Portfolio Optimization of Equity Mutual Funds—Malaysian Case Study
We focus on the equity mutual funds offered by three Malaysian banks, namely Public Bank Berhad, CIMB, and Malayan Banking Berhad. The equity mutual funds or equity trust is grouped into four clusters based on their characteristics and categorized as inferior, stable, good performing, and aggressive funds based on their return rates, variance and treynor index. Based on the cluster analysis, the return rates and variance of clusters are represented as triangular fuzzy numbers in order to reflect the uncertainty of financial market. To find the optimal asset allocation in each cluster we develop a hybrid model of optimization and fuzzy based on return rates, variance. This was done by maximizing the fuzzy return for a tolerable fuzzy risk and minimizing the fuzzy risk for a desirable fuzzy return separately at different confidence levels.
The portfolio optimization is also known as a risk management, and how to obtain the optimal solution of portfolio allocation has atracted many researchers on portfolio decision-making in the recent years. Thus the objective for models, either the return model or the risk model, is to maximize the profit or to minimize the cost for portfolio selection based on mean-variance (MV) theorem that was proposed by Markowitz.
Nowadays, mutual funds have become an ideal form of investment for many people since they have the ability to separate risks to the smallest degree.
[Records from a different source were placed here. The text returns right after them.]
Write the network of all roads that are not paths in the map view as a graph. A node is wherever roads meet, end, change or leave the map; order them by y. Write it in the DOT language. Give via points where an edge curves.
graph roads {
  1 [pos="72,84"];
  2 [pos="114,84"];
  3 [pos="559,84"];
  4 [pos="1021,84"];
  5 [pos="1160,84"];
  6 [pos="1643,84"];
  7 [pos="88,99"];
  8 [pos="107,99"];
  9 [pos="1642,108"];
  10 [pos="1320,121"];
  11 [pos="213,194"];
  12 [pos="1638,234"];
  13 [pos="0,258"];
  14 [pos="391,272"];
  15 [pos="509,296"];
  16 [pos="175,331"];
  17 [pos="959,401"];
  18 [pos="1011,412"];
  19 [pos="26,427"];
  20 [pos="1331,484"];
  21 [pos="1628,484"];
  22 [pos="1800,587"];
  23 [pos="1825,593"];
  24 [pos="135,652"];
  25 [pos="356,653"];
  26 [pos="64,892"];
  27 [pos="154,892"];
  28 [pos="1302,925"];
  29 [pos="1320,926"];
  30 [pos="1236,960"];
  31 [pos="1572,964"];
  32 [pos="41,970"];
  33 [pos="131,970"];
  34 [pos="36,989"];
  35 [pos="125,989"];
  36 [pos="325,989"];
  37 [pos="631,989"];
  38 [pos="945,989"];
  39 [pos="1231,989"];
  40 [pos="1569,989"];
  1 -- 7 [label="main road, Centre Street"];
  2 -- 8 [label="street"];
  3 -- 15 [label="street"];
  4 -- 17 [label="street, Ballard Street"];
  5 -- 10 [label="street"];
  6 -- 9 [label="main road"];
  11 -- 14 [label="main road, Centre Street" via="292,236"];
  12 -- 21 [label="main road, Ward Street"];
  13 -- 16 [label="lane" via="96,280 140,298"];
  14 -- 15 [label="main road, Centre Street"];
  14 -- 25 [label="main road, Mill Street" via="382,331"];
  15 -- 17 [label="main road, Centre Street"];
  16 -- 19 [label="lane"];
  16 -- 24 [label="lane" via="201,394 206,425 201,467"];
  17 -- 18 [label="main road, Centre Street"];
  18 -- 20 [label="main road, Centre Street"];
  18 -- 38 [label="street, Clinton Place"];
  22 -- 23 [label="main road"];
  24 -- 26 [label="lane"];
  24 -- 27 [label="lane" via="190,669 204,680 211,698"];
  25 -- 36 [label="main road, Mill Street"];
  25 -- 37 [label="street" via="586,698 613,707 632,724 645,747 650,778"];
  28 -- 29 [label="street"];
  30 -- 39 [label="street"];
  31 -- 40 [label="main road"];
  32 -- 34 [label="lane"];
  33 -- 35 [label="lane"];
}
Therefore, it is not surprising at all to have many banks offering equity mutual fund schemes since it is investors’ preference. However, selecting the best equity mutual fund is a difficult process. In the selection process, investors normally analyze the past performance of funds in order to evaluate the future performance. But sometimes, this method cannot be used for prediction of the future performance of funds due to the high volatility of market environment that is there is no assurance past trends will continue.
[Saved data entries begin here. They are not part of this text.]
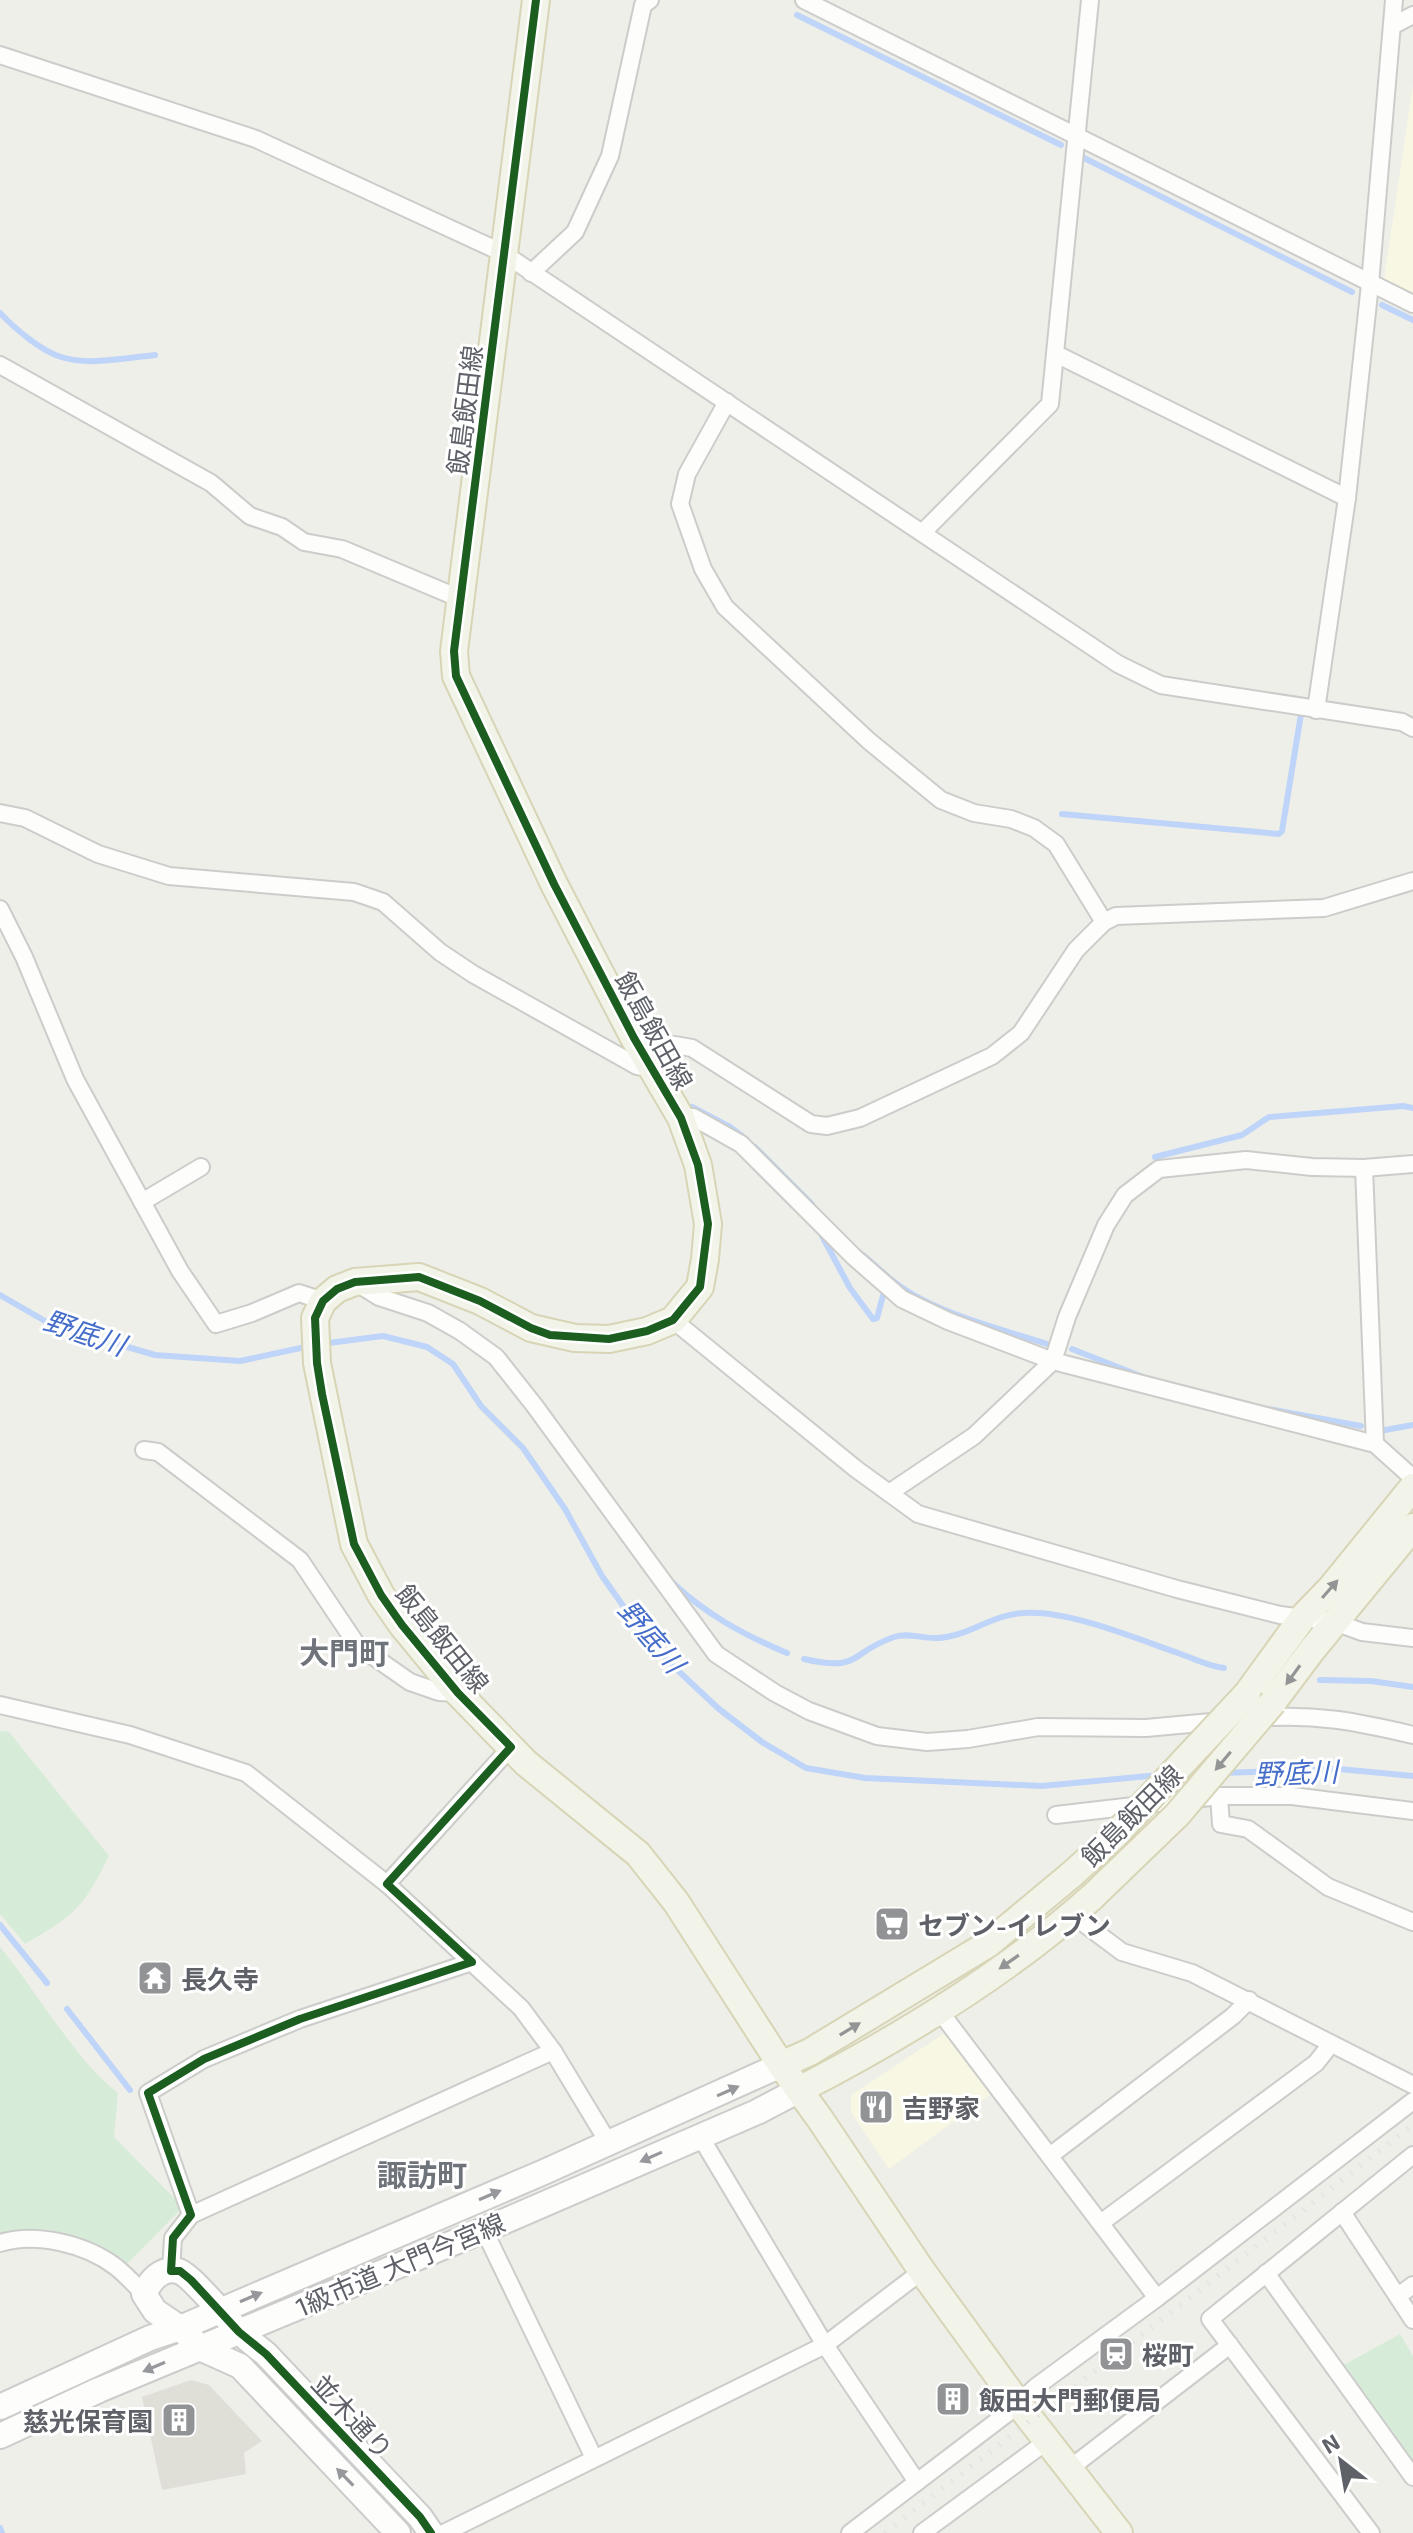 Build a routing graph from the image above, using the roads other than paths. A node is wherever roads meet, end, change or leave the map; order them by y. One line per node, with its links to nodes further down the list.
1 (536, 0): 10 (main road, 飯島飯田線)
2 (650, 0): 11 (street)
3 (804, 0): 9 (street)
4 (1090, 0): 9 (street)
5 (1394, 0): 7 (street)
6 (1413, 15): 7 (street)
7 (1394, 25): 12 (street)
8 (0, 55): 10 (street)
9 (1076, 135): 12 (street); 14 (street)
10 (503, 253): 11 (street); 19 (main road, 飯島飯田線)
11 (531, 273): 16 (street)
12 (1370, 284): 13 (street); 17 (street)
13 (1413, 304)
14 (1056, 354): 17 (street); 18 (street)
15 (0, 365): 19 (street)
16 (727, 402): 18 (street); 25 (street)
17 (1347, 498): 20 (street)
18 (923, 532): 20 (street)
19 (461, 599): 26 (main road, 飯島飯田線)
20 (1316, 710): 21 (street)
21 (1413, 728)
22 (0, 813): 27 (street)
23 (1413, 881): 25 (street)
24 (0, 909): 32 (street)
25 (1104, 922): 26 (street)
26 (634, 1038): 27 (main road, 飯島飯田線)
27 (652, 1068): 28 (main road, 飯島飯田線)
28 (681, 1118): 35 (main road, 飯島飯田線); 36 (street)
29 (1413, 1164): 31 (street)
30 (201, 1167): 32 (street)
31 (1364, 1168): 36 (street); 37 (street)
32 (142, 1202): 34 (street)
33 (355, 1282): 34 (main road); 35 (main road); 48 (street)
34 (319, 1310): 46 (main road, 飯島飯田線)
35 (673, 1320): 41 (street)
36 (1053, 1361): 37 (street); 41 (street)
37 (1375, 1444): 39 (street)
38 (144, 1450): 46 (street)
39 (1413, 1478)
40 (1413, 1487): 43 (main road, 飯島飯田線, one-way to 40)
41 (889, 1493): 43 (street)
42 (1413, 1527): 44 (main road, 飯島飯田線)
43 (1303, 1617): 44 (street); 61 (main road, 飯島飯田線, one-way to 43, bridge)
44 (1335, 1622): 45 (street); 54 (main road, 飯島飯田線, one-way to 54, bridge)
45 (1413, 1638)
46 (458, 1693): 49 (main road, 飯島飯田線)
47 (0, 1705): 53 (street)
48 (1413, 1735)
49 (511, 1747): 53 (street); 61 (main road, 飯島飯田線)
50 (1219, 1796): 51 (street); 52 (street); 55 (street)
51 (1413, 1811)
52 (1056, 1815)
53 (387, 1884): 56 (street)
54 (1083, 1904): 57 (street); 58 (main road, 飯島飯田線, one-way to 58)
55 (1413, 1922)
56 (472, 1962): 60 (street); 70 (street)
57 (1249, 2000): 59 (street); 67 (street)
58 (938, 2009): 63 (main road, 飯島飯田線); 67 (street)
59 (1331, 2044): 62 (street); 71 (street)
60 (553, 2051): 66 (street); 70 (street)
61 (781, 2065): 63 (main road, 飯島飯田線); 66 (street, one-way to 61)
62 (1413, 2085)
63 (799, 2090): 65 (street, 1級市道 大門今宮線); 75 (main road, 飯島飯田線)
64 (1413, 2101): 80 (street)
65 (700, 2136): 72 (street, 1級市道 大門今宮線, one-way to 72); 85 (street)
66 (608, 2142): 81 (street, one-way to 66)
67 (1051, 2155): 71 (street)
68 (1413, 2155): 69 (street)
69 (1342, 2212): 76 (street); 79 (street)
70 (191, 2215): 74 (street)
71 (1102, 2222): 80 (street)
72 (484, 2230): 84 (street, 1級市道 大門今宮線); 92 (street)
73 (0, 2243): 78 (street)
74 (171, 2271): 78 (street); 81 (street, 並木通り)
75 (922, 2271): 85 (street); 88 (main road, 飯島飯田線)
76 (1266, 2273): 86 (street); 94 (street)
77 (1413, 2285): 79 (street)
78 (144, 2294): 83 (street, 並木通り)
79 (1398, 2296): 82 (street)
80 (1157, 2298): 88 (street)
81 (219, 2309): 83 (street); 84 (street, 並木通り)
82 (1413, 2320)
83 (180, 2328): 87 (street, 並木通り); 89 (street)
84 (239, 2332): 87 (street, 1級市道 大門今宮線); 98 (street, 並木通り)
85 (825, 2345): 92 (street); 95 (street)
86 (1230, 2345): 93 (street); 103 (street)
87 (202, 2349): 90 (street, 1級市道 大門今宮線, one-way to 90); 97 (street, 並木通り, one-way to 87)
88 (1017, 2402): 91 (main road, 飯島飯田線); 95 (street)
89 (0, 2407)
90 (0, 2436)
91 (1047, 2441): 93 (main road, 飯島飯田線); 96 (street)
92 (594, 2458): 99 (street)
93 (1069, 2469): 102 (main road, 飯島飯田線)
94 (1413, 2477)
95 (917, 2482): 100 (street)
96 (943, 2527): 101 (street)
97 (398, 2533)
98 (431, 2533)
99 (444, 2533)
100 (850, 2533)
101 (922, 2533)
102 (1119, 2533)
103 (1371, 2533)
Thus Ammar and Khalifa  introduced the formulation of fuzzy portfolio optimization problem as a convex quadratic programming approach and gave an acceptable solution to such problems. They determined how much money should be allocated to each investment so that the total expected return would be greater than or equal to some lowest fuzzy return or the total fuzzy variance less than or equal to some greatest fuzzy variance.
In a recent study, by Chen and Huang , the uncertainty of future return rates and risk was considered and presented in triangular fuzzy numbers in contrast with the previous research whereby return rates were of trapezoidal form. They solved the optimal asset allocation by fuzzy optimization. This portfolio selection model was developed by using the Ammar and Khalifa  model and applied to Taiwan’s equity mutual fund.
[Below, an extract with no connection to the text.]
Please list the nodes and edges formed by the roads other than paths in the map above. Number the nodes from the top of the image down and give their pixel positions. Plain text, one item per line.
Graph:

The present paper therefore also focuses on equity mutual funds and proposes a basic portfolio selection model for three selected banks of Malaysia, where the future return rates and future risks are represented by also triangular fuzzy numbers. In this work we use the cluster analysis, and the equity funds are clustered into four groups and categorized based on the performance evaluation techniques by using rate of return, Treynor Index, and variance, respectively.
The aim of this study is also to help the investors by providing a more sensible basis for decision making since indefinite financial environment is taken into account. The uncertainty of future return rates and risks was considered and presented in triangular fuzzy numbers, where question of how much money to allocate for each investment asset is answered by employing fuzzy optimization in order to solve the optimal asset allocation; see  where the authors performed an empirical study to Taiwan Listed Equity Mutual Fund and analyzed the performance of equity mutual funds based on their rates of return, standard deviation, Treynor Index, and Turnover rate.
Thus in this study, we apply fuzzy optimization (see for details [3, 4]) to the equity mutual funds which are offered by three different Malaysian Banks, namely, Public Bank Berhad, CIMB, and Malayan Banking Berhad. Only equity funds from these banks were selected since they provide higher returns compared to equity funds that are offered by other institutions. The performance of these funds will be investigated and the ideal portion of money to be invested in order to obtain optimal return rates with bearable risk or minimum risk and further a desirable return will also be determined. Thus the objectives of this research can be summarized as follows.(1)To investigate the performance of mutual funds in Malaysia by using cluster analysis and fuzzy method.(2)To determine the best allocation of money to equity mutual funds in order to gain optimal return rates with tolerable investment risk or minimize investment risk.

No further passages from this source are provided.